Written by Steven Hansen
The headlines say wholesale sales were up month-over-month with inventory levels remaining elevated. Our analysis shows a deceleration of the rate of growth this month.
Analyst Opinion of this month’s Wholesale Sales
The improvement this month in the headline data was mostly in durable goods. Overall, I believe the rolling averages tell the real story – and they declined this month. The short term trends are showing a slowing in the rate of growth – with the long term trends showing an improving cycle beginning in 2016.
Inventory levels remain elevated but below recessionary levels..
To add to the confusion, year-over-year employment changes and sales growth do not match.
Note that Econintersect analysis is based on the change from one year ago. Econintersect Analysis:
- unadjusted sales rate of growth decelerated 2.5 % month-over-month.
- unadjusted sales year-over-year growth is up 6.9 % year-over-year (it was a downwardly adjusted +9.4 % last month)
- unadjusted sales (but inflation adjusted) up 4.1 % year-over-year
- the 3 month rolling average of unadjusted sales down 0.9 % month-over-month, and up 7.4 % year-over-year.
- unadjusted inventories up 5.7 % year-over-year (accelerated 0.8 % month-over-month), unadjusted inventory-to-sales ratio is 1.42 which is well above normal but below recessionary levels.
US Census Headlines based on seasonally adjusted data:
- sales up 1.0 % month-over-month, up 6.8 % year-over-year
- inventories up 1.0 % month-over-month, inventory-to-sales ratios were 1.28 one year ago – and are now 1.26.
- Expectations for inventory growth from Bloomberg / Econoday were between 0.5 % to 0.7 % (consensus +0.7 %)
Wholesale sales were at record highs for almost two years – until 2015 where they contracted year-over-year – this contraction ended in 2017. Overall, the inventory-to-sales ratios is slowly returning to normal.
Unadjusted Inventory-to-Sales Ratio – Percent Change From One Year Ago
Year-over-year change in the inventory-to-sales ratio is what is important. A jump in the ratio which could indicate a slowing economy (one month of data is not a trend). A flat trend would indicate an economy which was neither accelerating or decelerating. A decelerating trend would indicate an improving economy.
Caveats on the Use of this Index
The data in this index continues to be revised up to 3 months following initial reporting. The revision usually is not significant enough to change the interpretation of each month’s data in real time. Generally there are also annual revisions to this data series.
The methodology used by US Census to seasonally adjust the data is not providing a realistic understanding of the month-to-month movements of the data. One reason is that US Census uses data over multiple years which includes the largest modern recession which likely distorts the analysis.
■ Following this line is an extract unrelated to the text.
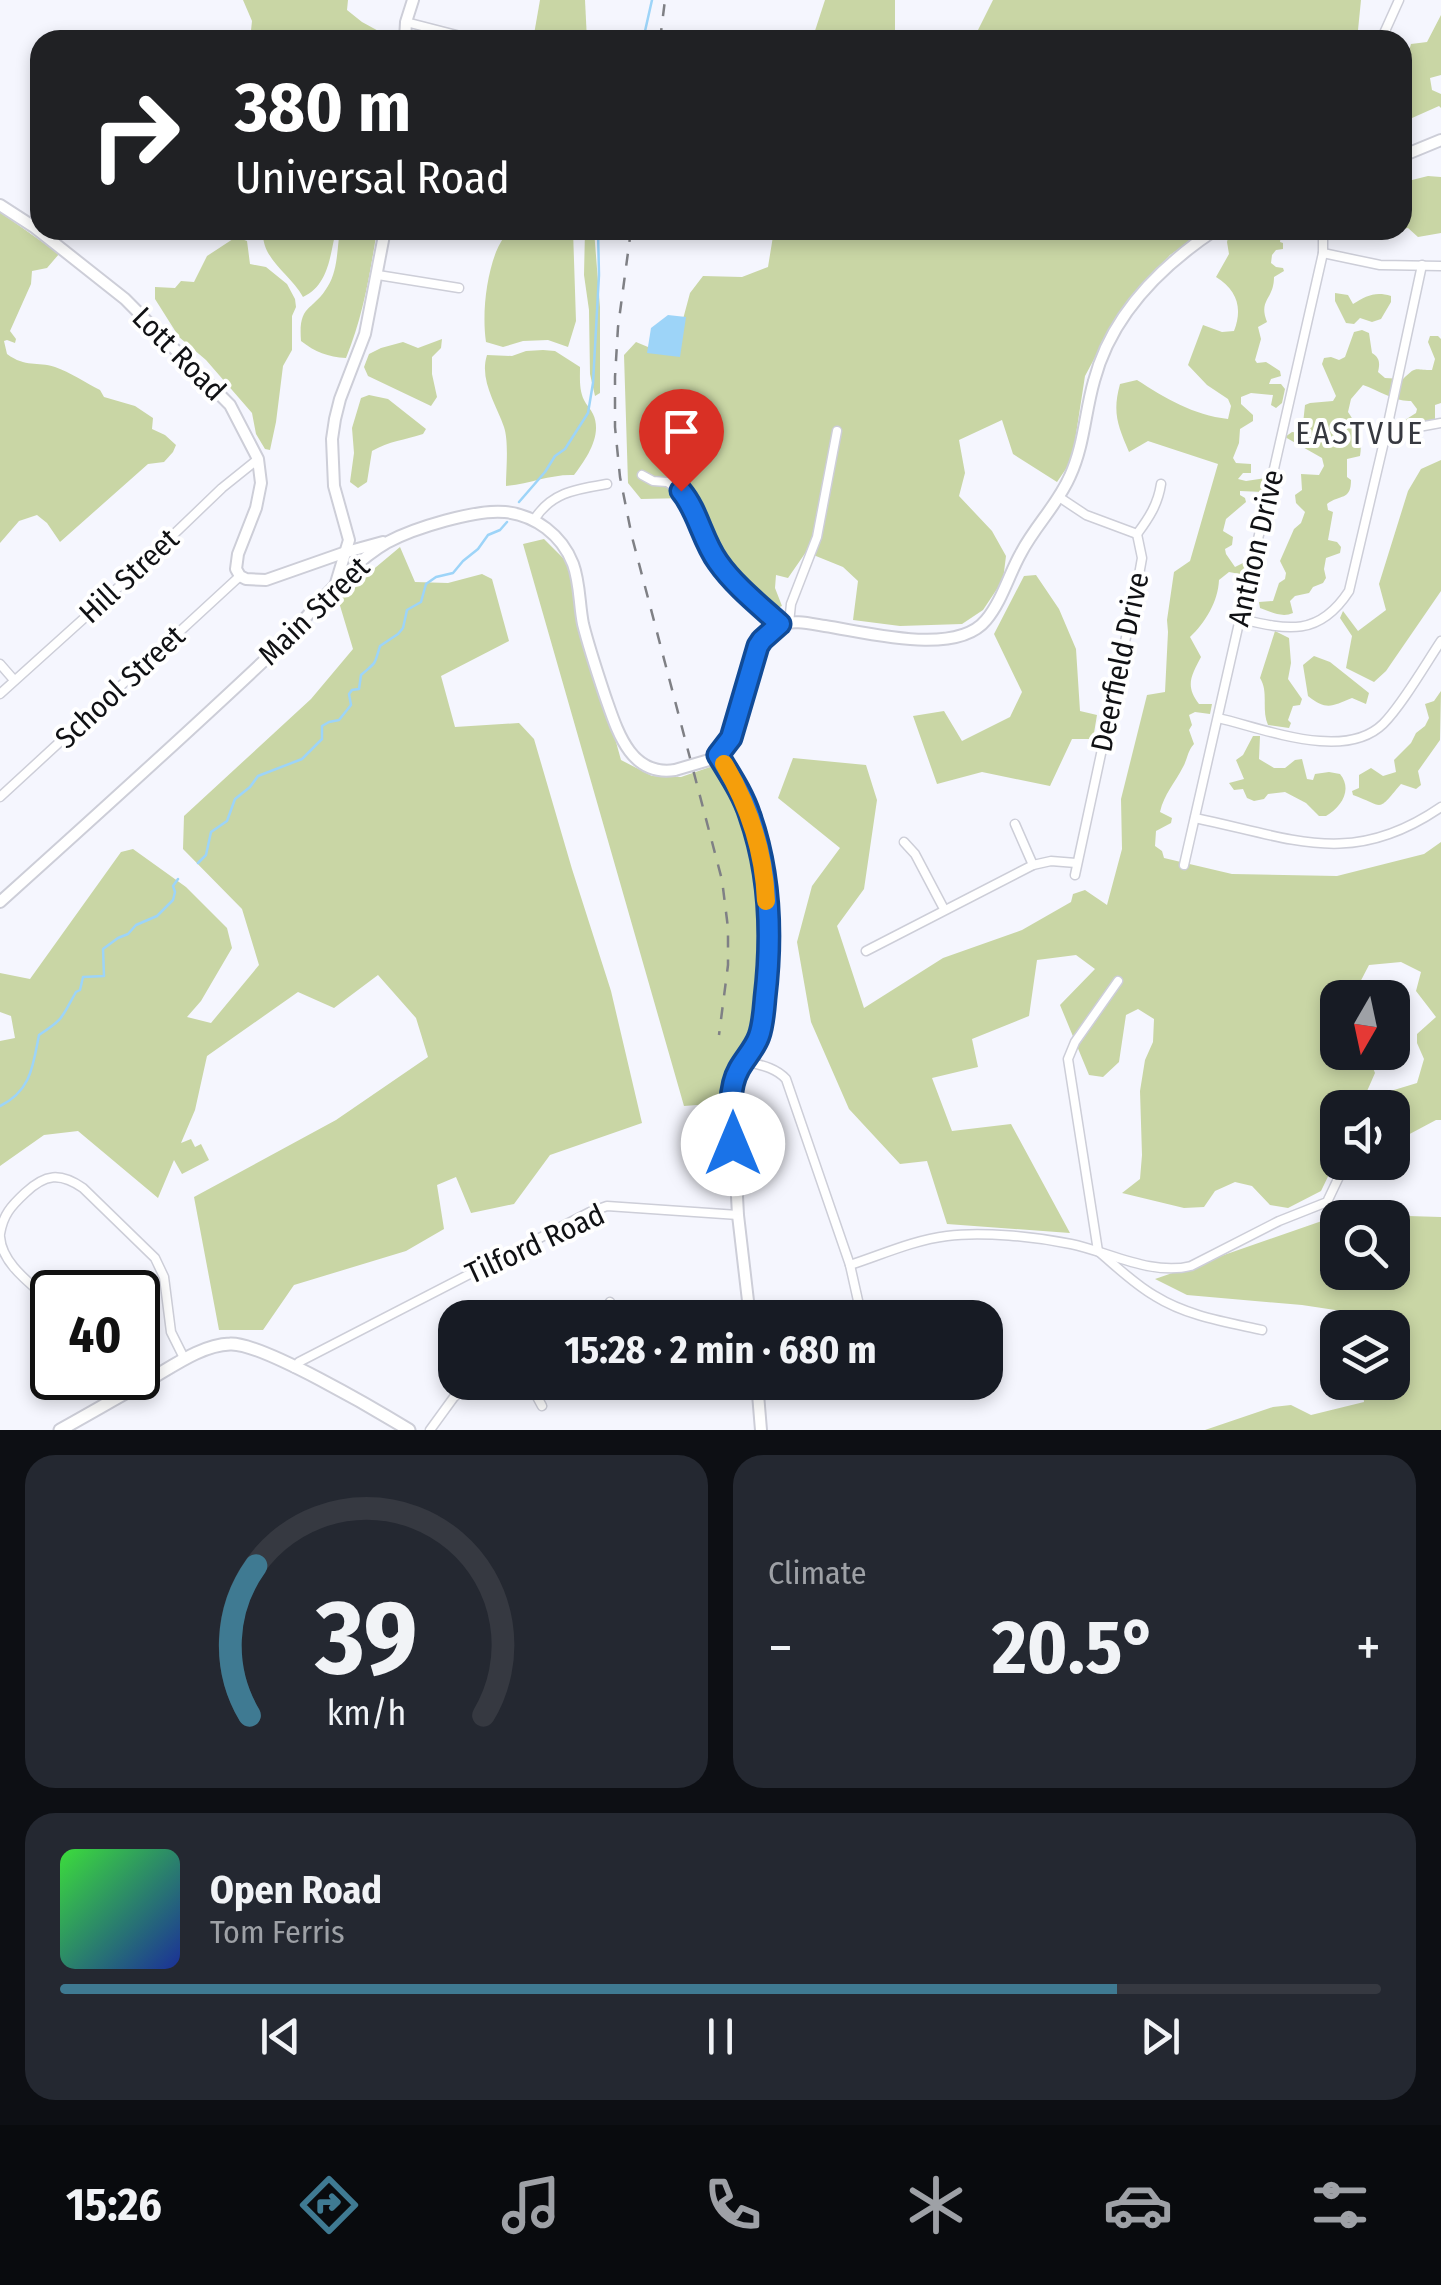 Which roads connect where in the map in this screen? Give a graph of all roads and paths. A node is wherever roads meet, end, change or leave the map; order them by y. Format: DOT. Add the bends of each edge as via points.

Further, Econintersect believes there has been a fundamental shift in seasonality in the aftermath of the Great Recession of 2007 – the New Normal.
Econintersect determines the month-over-month change by subtracting the current month’s year-over-year change from the previous month’s year-over-year change. This is the best of the bad options available to determine month-over-month trends – as the preferred methodology would be to use multi-year data (but the New Normal effects and the Great Recession distort historical data).
This series is NOT inflation adjusted. To make this adjustment Econintersect uses the PPI – subindex Total Wholesale AWHLTRAWHLTR.
As economic indicators go, wholesale sales and inventories are poor at spotting economic problems. Wholesale data did not start contracting during the Great Recession until October 2008.